> [Exercise goal]: Please print each record below exactly as it is written.

Material supplied START

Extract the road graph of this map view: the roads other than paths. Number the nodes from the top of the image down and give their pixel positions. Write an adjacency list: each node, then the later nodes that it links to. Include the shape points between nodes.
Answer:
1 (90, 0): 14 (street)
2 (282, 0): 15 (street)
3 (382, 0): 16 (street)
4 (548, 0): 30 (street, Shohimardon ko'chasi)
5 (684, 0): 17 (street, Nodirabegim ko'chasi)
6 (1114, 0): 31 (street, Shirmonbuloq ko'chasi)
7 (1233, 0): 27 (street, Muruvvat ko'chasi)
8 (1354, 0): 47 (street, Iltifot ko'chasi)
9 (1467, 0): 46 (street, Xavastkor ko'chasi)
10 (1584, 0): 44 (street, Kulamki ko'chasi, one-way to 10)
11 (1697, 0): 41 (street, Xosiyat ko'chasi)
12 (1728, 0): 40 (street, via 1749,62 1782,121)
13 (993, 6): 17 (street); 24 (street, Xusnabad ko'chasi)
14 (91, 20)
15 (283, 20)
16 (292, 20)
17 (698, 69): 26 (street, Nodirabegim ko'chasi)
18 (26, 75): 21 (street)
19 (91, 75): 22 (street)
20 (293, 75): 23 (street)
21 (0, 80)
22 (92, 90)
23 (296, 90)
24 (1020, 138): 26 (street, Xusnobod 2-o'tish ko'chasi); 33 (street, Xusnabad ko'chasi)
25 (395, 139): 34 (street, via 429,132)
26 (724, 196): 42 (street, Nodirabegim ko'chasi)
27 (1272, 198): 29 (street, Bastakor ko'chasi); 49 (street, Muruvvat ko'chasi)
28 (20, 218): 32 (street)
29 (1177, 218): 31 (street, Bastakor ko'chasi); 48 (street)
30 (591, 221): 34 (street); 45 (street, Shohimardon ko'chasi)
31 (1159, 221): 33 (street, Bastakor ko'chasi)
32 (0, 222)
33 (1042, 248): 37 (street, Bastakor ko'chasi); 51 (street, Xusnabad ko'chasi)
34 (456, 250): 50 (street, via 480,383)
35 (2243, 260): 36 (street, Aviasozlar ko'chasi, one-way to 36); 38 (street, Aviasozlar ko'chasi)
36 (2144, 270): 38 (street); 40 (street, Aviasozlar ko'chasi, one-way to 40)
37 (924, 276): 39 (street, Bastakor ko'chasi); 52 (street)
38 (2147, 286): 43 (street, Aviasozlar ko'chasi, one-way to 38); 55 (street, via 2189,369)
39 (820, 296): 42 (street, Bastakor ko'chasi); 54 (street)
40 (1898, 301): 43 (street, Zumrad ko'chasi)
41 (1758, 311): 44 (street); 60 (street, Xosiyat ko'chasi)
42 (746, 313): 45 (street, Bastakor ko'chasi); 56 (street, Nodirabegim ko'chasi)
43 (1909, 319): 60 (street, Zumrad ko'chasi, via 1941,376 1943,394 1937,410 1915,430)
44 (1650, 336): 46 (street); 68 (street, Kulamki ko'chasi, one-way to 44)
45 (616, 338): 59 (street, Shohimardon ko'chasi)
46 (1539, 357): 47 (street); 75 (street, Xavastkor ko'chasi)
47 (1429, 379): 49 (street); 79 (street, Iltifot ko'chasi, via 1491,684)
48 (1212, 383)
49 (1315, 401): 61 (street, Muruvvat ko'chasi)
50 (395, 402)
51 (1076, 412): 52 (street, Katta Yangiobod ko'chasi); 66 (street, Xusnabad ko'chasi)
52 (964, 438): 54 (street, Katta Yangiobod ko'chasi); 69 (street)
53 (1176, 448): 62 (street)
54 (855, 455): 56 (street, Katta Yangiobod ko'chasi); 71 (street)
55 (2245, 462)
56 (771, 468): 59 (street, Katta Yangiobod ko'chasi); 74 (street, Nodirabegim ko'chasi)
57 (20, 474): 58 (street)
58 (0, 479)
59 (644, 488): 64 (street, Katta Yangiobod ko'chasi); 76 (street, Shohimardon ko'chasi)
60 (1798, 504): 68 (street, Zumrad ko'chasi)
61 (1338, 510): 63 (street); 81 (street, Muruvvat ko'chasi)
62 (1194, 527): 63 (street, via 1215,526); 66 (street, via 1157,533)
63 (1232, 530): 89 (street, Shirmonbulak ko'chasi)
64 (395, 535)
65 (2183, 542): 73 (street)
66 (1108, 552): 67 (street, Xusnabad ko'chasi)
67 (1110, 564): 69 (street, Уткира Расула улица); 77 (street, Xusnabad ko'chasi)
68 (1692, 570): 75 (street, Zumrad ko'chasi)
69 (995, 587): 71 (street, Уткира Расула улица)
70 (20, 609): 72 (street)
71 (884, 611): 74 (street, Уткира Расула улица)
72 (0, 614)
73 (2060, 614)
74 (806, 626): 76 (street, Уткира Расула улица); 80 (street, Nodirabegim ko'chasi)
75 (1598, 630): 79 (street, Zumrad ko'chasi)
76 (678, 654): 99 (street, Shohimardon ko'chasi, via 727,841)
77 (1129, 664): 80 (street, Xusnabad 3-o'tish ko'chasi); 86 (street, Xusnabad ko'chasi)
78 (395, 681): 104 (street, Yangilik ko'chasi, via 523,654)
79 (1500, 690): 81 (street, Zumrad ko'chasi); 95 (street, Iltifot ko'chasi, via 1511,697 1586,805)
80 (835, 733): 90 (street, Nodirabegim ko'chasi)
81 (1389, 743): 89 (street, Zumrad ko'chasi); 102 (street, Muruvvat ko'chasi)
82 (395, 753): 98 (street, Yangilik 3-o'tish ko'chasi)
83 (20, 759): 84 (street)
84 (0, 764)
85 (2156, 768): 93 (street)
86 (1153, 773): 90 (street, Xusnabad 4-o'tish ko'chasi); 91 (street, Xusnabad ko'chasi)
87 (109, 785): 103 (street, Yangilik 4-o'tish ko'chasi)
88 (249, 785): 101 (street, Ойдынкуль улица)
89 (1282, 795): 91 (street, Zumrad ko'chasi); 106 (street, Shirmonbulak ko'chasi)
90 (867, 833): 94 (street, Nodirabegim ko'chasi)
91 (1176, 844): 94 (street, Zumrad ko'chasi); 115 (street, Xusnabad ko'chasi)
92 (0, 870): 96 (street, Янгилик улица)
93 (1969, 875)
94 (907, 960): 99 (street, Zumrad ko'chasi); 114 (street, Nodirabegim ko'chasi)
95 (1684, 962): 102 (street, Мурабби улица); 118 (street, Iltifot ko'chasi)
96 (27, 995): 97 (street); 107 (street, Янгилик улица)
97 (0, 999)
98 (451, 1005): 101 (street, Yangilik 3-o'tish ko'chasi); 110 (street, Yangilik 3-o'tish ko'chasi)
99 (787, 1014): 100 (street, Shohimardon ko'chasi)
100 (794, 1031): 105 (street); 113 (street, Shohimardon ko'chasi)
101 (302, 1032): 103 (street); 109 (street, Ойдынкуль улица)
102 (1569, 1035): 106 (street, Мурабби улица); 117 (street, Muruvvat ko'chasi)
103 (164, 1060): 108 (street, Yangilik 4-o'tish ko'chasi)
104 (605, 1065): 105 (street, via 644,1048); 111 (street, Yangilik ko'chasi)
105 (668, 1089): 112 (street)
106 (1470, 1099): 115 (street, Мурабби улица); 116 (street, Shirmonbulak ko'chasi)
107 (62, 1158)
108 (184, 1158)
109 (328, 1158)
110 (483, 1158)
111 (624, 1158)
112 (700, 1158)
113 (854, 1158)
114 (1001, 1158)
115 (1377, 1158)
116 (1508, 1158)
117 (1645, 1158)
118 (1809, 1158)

Material supplied END

> [Written response]:
Extract the road graph of this map view: the roads other than paths. Number the nodes from the top of the image down and give their pixel positions. Write an adjacency list: each node, then the later nodes that it links to. Include the shape points between nodes.
Answer:
1 (90, 0): 14 (street)
2 (282, 0): 15 (street)
3 (382, 0): 16 (street)
4 (548, 0): 30 (street, Shohimardon ko'chasi)
5 (684, 0): 17 (street, Nodirabegim ko'chasi)
6 (1114, 0): 31 (street, Shirmonbuloq ko'chasi)
7 (1233, 0): 27 (street, Muruvvat ko'chasi)
8 (1354, 0): 47 (street, Iltifot ko'chasi)
9 (1467, 0): 46 (street, Xavastkor ko'chasi)
10 (1584, 0): 44 (street, Kulamki ko'chasi, one-way to 10)
11 (1697, 0): 41 (street, Xosiyat ko'chasi)
12 (1728, 0): 40 (street, via 1749,62 1782,121)
13 (993, 6): 17 (street); 24 (street, Xusnabad ko'chasi)
14 (91, 20)
15 (283, 20)
16 (292, 20)
17 (698, 69): 26 (street, Nodirabegim ko'chasi)
18 (26, 75): 21 (street)
19 (91, 75): 22 (street)
20 (293, 75): 23 (street)
21 (0, 80)
22 (92, 90)
23 (296, 90)
24 (1020, 138): 26 (street, Xusnobod 2-o'tish ko'chasi); 33 (street, Xusnabad ko'chasi)
25 (395, 139): 34 (street, via 429,132)
26 (724, 196): 42 (street, Nodirabegim ko'chasi)
27 (1272, 198): 29 (street, Bastakor ko'chasi); 49 (street, Muruvvat ko'chasi)
28 (20, 218): 32 (street)
29 (1177, 218): 31 (street, Bastakor ko'chasi); 48 (street)
30 (591, 221): 34 (street); 45 (street, Shohimardon ko'chasi)
31 (1159, 221): 33 (street, Bastakor ko'chasi)
32 (0, 222)
33 (1042, 248): 37 (street, Bastakor ko'chasi); 51 (street, Xusnabad ko'chasi)
34 (456, 250): 50 (street, via 480,383)
35 (2243, 260): 36 (street, Aviasozlar ko'chasi, one-way to 36); 38 (street, Aviasozlar ko'chasi)
36 (2144, 270): 38 (street); 40 (street, Aviasozlar ko'chasi, one-way to 40)
37 (924, 276): 39 (street, Bastakor ko'chasi); 52 (street)
38 (2147, 286): 43 (street, Aviasozlar ko'chasi, one-way to 38); 55 (street, via 2189,369)
39 (820, 296): 42 (street, Bastakor ko'chasi); 54 (street)
40 (1898, 301): 43 (street, Zumrad ko'chasi)
41 (1758, 311): 44 (street); 60 (street, Xosiyat ko'chasi)
42 (746, 313): 45 (street, Bastakor ko'chasi); 56 (street, Nodirabegim ko'chasi)
43 (1909, 319): 60 (street, Zumrad ko'chasi, via 1941,376 1943,394 1937,410 1915,430)
44 (1650, 336): 46 (street); 68 (street, Kulamki ko'chasi, one-way to 44)
45 (616, 338): 59 (street, Shohimardon ko'chasi)
46 (1539, 357): 47 (street); 75 (street, Xavastkor ko'chasi)
47 (1429, 379): 49 (street); 79 (street, Iltifot ko'chasi, via 1491,684)
48 (1212, 383)
49 (1315, 401): 61 (street, Muruvvat ko'chasi)
50 (395, 402)
51 (1076, 412): 52 (street, Katta Yangiobod ko'chasi); 66 (street, Xusnabad ko'chasi)
52 (964, 438): 54 (street, Katta Yangiobod ko'chasi); 69 (street)
53 (1176, 448): 62 (street)
54 (855, 455): 56 (street, Katta Yangiobod ko'chasi); 71 (street)
55 (2245, 462)
56 (771, 468): 59 (street, Katta Yangiobod ko'chasi); 74 (street, Nodirabegim ko'chasi)
57 (20, 474): 58 (street)
58 (0, 479)
59 (644, 488): 64 (street, Katta Yangiobod ko'chasi); 76 (street, Shohimardon ko'chasi)
60 (1798, 504): 68 (street, Zumrad ko'chasi)
61 (1338, 510): 63 (street); 81 (street, Muruvvat ko'chasi)
62 (1194, 527): 63 (street, via 1215,526); 66 (street, via 1157,533)
63 (1232, 530): 89 (street, Shirmonbulak ko'chasi)
64 (395, 535)
65 (2183, 542): 73 (street)
66 (1108, 552): 67 (street, Xusnabad ko'chasi)
67 (1110, 564): 69 (street, Уткира Расула улица); 77 (street, Xusnabad ko'chasi)
68 (1692, 570): 75 (street, Zumrad ko'chasi)
69 (995, 587): 71 (street, Уткира Расула улица)
70 (20, 609): 72 (street)
71 (884, 611): 74 (street, Уткира Расула улица)
72 (0, 614)
73 (2060, 614)
74 (806, 626): 76 (street, Уткира Расула улица); 80 (street, Nodirabegim ko'chasi)
75 (1598, 630): 79 (street, Zumrad ko'chasi)
76 (678, 654): 99 (street, Shohimardon ko'chasi, via 727,841)
77 (1129, 664): 80 (street, Xusnabad 3-o'tish ko'chasi); 86 (street, Xusnabad ko'chasi)
78 (395, 681): 104 (street, Yangilik ko'chasi, via 523,654)
79 (1500, 690): 81 (street, Zumrad ko'chasi); 95 (street, Iltifot ko'chasi, via 1511,697 1586,805)
80 (835, 733): 90 (street, Nodirabegim ko'chasi)
81 (1389, 743): 89 (street, Zumrad ko'chasi); 102 (street, Muruvvat ko'chasi)
82 (395, 753): 98 (street, Yangilik 3-o'tish ko'chasi)
83 (20, 759): 84 (street)
84 (0, 764)
85 (2156, 768): 93 (street)
86 (1153, 773): 90 (street, Xusnabad 4-o'tish ko'chasi); 91 (street, Xusnabad ko'chasi)
87 (109, 785): 103 (street, Yangilik 4-o'tish ko'chasi)
88 (249, 785): 101 (street, Ойдынкуль улица)
89 (1282, 795): 91 (street, Zumrad ko'chasi); 106 (street, Shirmonbulak ko'chasi)
90 (867, 833): 94 (street, Nodirabegim ko'chasi)
91 (1176, 844): 94 (street, Zumrad ko'chasi); 115 (street, Xusnabad ko'chasi)
92 (0, 870): 96 (street, Янгилик улица)
93 (1969, 875)
94 (907, 960): 99 (street, Zumrad ko'chasi); 114 (street, Nodirabegim ko'chasi)
95 (1684, 962): 102 (street, Мурабби улица); 118 (street, Iltifot ko'chasi)
96 (27, 995): 97 (street); 107 (street, Янгилик улица)
97 (0, 999)
98 (451, 1005): 101 (street, Yangilik 3-o'tish ko'chasi); 110 (street, Yangilik 3-o'tish ko'chasi)
99 (787, 1014): 100 (street, Shohimardon ko'chasi)
100 (794, 1031): 105 (street); 113 (street, Shohimardon ko'chasi)
101 (302, 1032): 103 (street); 109 (street, Ойдынкуль улица)
102 (1569, 1035): 106 (street, Мурабби улица); 117 (street, Muruvvat ko'chasi)
103 (164, 1060): 108 (street, Yangilik 4-o'tish ko'chasi)
104 (605, 1065): 105 (street, via 644,1048); 111 (street, Yangilik ko'chasi)
105 (668, 1089): 112 (street)
106 (1470, 1099): 115 (street, Мурабби улица); 116 (street, Shirmonbulak ko'chasi)
107 (62, 1158)
108 (184, 1158)
109 (328, 1158)
110 (483, 1158)
111 (624, 1158)
112 (700, 1158)
113 (854, 1158)
114 (1001, 1158)
115 (1377, 1158)
116 (1508, 1158)
117 (1645, 1158)
118 (1809, 1158)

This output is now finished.